The Staats family sells maple syrup in various sizes as well as specialty items like maple caramel corn, pancake mix, granola and coffee.
PHOTO BY STACEY SMART
The Staats family sells maple syrup in various sizes as well as specialty items like maple caramel corn, pancake mix, granola and coffee. PHOTO BY STACEY SMART
    STURGEON BAY, Wis. – For six decades, the Staats family has collected sap from their farm’s hundred-year-old maple trees to make maple syrup. A pastime started by Milton Staats in the early 1960s has grown into a business serving customers all over the U.S. Owned by Ed and Deb Staats and Ken and Margie Staats, CVF Maple produces about 1,000 gallons of maple syrup every year.
    March is their busy month as they tap trees and turn sap into syrup and other value-added products.

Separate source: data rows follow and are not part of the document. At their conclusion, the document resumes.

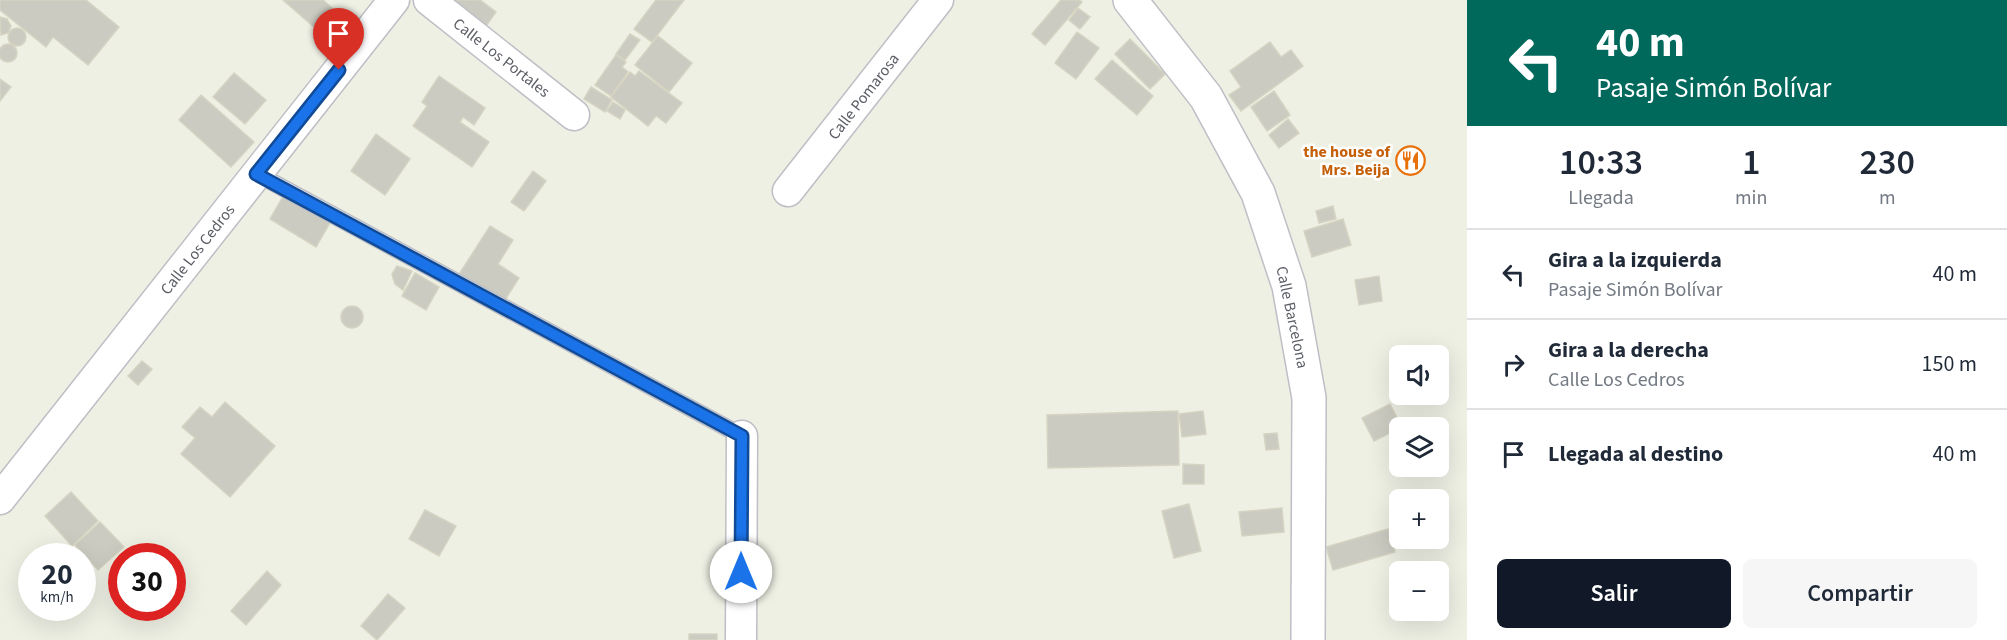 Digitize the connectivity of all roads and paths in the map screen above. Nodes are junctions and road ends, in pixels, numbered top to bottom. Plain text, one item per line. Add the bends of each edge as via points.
1 (394, 0) edge
2 (429, 0) edge
3 (938, 0) edge
4 (1130, 0) edge
5 (574, 115) dead end
6 (256, 174) junction
7 (788, 191) dead end
8 (742, 436) joint
9 (0, 499) edge
10 (741, 640) edge
11 (1308, 640) edge

1 - 6 street, Calle Los Cedros
2 - 5 street, Calle Los Portales
3 - 7 street, Calle Pomarosa
4 - 11 street, Calle Barcelona via 1206,97 1258,193 1289,286 1309,398
6 - 8 lane
6 - 9 street, Calle Los Cedros
8 - 10 street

Brothers Ed and Ken, who learned the maple syrup making process from their father, Milton, handle the front-end sap collection and syrup production while their wives take charge of retail product production and sales.  

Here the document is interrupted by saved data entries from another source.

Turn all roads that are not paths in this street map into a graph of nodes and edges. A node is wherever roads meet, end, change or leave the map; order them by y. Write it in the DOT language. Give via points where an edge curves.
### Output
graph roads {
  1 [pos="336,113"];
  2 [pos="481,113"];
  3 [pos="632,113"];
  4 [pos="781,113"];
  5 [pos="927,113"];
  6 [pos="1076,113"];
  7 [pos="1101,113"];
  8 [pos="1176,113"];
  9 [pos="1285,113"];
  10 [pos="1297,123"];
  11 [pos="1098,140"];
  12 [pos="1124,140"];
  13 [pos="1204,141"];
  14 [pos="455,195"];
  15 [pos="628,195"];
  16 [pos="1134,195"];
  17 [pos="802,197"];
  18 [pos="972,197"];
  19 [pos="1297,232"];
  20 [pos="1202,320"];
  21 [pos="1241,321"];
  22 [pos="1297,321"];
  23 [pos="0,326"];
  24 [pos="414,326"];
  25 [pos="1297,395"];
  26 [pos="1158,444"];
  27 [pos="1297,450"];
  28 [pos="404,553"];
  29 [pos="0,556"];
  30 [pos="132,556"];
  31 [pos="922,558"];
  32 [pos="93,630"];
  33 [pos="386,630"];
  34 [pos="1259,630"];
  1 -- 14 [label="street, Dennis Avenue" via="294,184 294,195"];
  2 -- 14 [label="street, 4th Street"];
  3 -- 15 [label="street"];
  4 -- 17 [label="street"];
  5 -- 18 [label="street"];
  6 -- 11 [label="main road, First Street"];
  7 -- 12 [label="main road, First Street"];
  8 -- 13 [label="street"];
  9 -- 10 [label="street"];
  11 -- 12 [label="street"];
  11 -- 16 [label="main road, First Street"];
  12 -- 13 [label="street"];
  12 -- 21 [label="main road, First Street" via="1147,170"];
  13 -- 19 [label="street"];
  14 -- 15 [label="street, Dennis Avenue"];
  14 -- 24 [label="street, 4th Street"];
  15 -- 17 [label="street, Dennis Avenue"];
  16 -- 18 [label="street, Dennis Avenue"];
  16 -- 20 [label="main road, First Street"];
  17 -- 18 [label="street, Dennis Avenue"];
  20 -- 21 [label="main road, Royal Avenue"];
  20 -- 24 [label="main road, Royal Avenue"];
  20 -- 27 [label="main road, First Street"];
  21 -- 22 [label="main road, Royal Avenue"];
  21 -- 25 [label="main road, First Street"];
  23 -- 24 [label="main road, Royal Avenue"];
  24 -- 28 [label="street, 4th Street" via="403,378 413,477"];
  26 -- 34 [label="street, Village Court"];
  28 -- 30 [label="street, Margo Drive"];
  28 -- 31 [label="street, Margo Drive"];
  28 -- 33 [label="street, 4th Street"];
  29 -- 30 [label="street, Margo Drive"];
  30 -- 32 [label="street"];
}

    “It’s a hobby gone wild,” Ed said. “When we get done making syrup, it’s almost time to start fieldwork.”
    A three-time host of the Door County Breakfast on the Farm, Ed and Deb, owner of Country View Farms near Sturgeon Bay, milk 450 cows and crop 2,000 acres with help from their son-in-law, Josh Tonn. The farm employs 16 full-time and part-time people including family members. Ed oversees the operation and helps with feeding while Deb does the farm’s bookwork, schedules milkers and cuts hay. Ken and Margie used to farm down the road from Ed and Deb but are now retired.
    Freezing nights and warm days are required to tap trees, and Ed said the trees are usually ready to tap by the end of February. However, it could be later if there is a lot of snow on the ground. The Staatses place 2,600 taps on trees covering an area of 10-15 acres.
    “Bigger trees can have three to four taps, while a smaller tree will have just one tap,” Ed said. “We can’t tap the same place each year so we put the 5/16 inch hole in a new spot each time.”
    The family uses a tubing system to collect sap. They were using up to 1,000 buckets when they decided to incorporate tubing as well. The Staatses used both methods for a period of time before replacing all buckets with tubing five years ago. Sap is collected at two sites in old bulk tanks and picked up with a trailer once the tank is full, which may occur multiple times per day.  
    “We’re pulling sap a quarter-mile from each side of the tank,” Ed said.
    Once collected, syrup is made the old-fashioned way by boiling the sap over a wood fire.
    Maple syrup was made in a small shack alongside the dairy until 2012 when the family built a new building for syrup production in its place. Divided into two sections, one half of the building contains an 800-gallon bulk tank that sap is pumped into as soon as it arrives from the woods; a reverse osmosis machine that removes three-fourths of the sap’s water; and an evaporator which boils the sap, turning it into maple syrup.
    “Sap turns into syrup as you boil the water away,” Ed said. “It takes 40,000-45,000 gallons of sap to make approximately 1,000 gallons of syrup. We remove 40 gallons of water per one gallon of syrup, and the water coming off the sap is crystal clear as it comes off the RO machine.”
    The sap is cooked at high temperatures in the wood-fired evaporator, which runs 10-12 hours each day, producing 20 gallons of syrup per hour.
    “Before we installed the RO, we used to only get 5 gallons of syrup per hour,” Ed said.
    The evaporator is a continuous flow system in which sap goes in one end and comes out as syrup on the other. Wood is added to the fire every 15-20 minutes, and Ed said the boiling process impacts flavor.
    “You want the maple taste to linger,” Ed said. “That’s what gives maple syrup a nice flavor. Everybody’s syrup tastes a little bit different, and syrup made earlier in the season is sweeter than syrup made later in the season.”   
    On the other side of the building is a state-licensed kitchen where Deb and Margie bottle the syrup and make specialty items like maple caramel corn, pancake mix and granola. They also sell maple-flavored coffee made for them by a local roaster.
    “We started out in a cooperative kitchen where you had to schedule time and bring your own equipment,” Deb said. “This is so much nicer.”
    The syrup is filtered twice and bottled at over 200 degrees. It is sold in quart, pint and half-pint sizes in either glass or plastic containers. Plastic bottles also come in half-gallon sizes down to 3.4-ounce sizes.
    “There’s nothing added to our syrup,” Ed said. “It’s all natural. We don’t add any sugar.”
    The sweet taste of their farm’s maple syrup has found its way into other products at CVF Maple, such as the caramel corn. A fluffy treat drizzled in maple, the caramel corn is a hard item to keep in stock.   
    “Margie is the creative brains behind our recipes,” Deb said.
    CVF Maple’s central Door County location keeps customers flowing to its doorstep. Products are sold on the farm, at the farmers market in Sturgeon Bay, and through 10 local outlets as well as a restaurant in Fish Creek and a bed and breakfast in Sturgeon Bay, both of which offer the maple syrup on their dining tables.
    “We’re fortunate to live in an area with a lot of tourists,” Ed said.
    The family also moves a great deal of product on their website, and Christmas is their busiest time.
    “This is a family affair,” Ed said. “Our children and grandchildren are involved too.”
    Besides farming and making maple syrup, the Staats family also likes to deer hunt together, and in the winter, Deb and Ed like to snowmobile. From milk to maple syrup, these dairy farmers are proud of the products produced on their family farm and are set to carry on the tradition of syrup making for generations to come.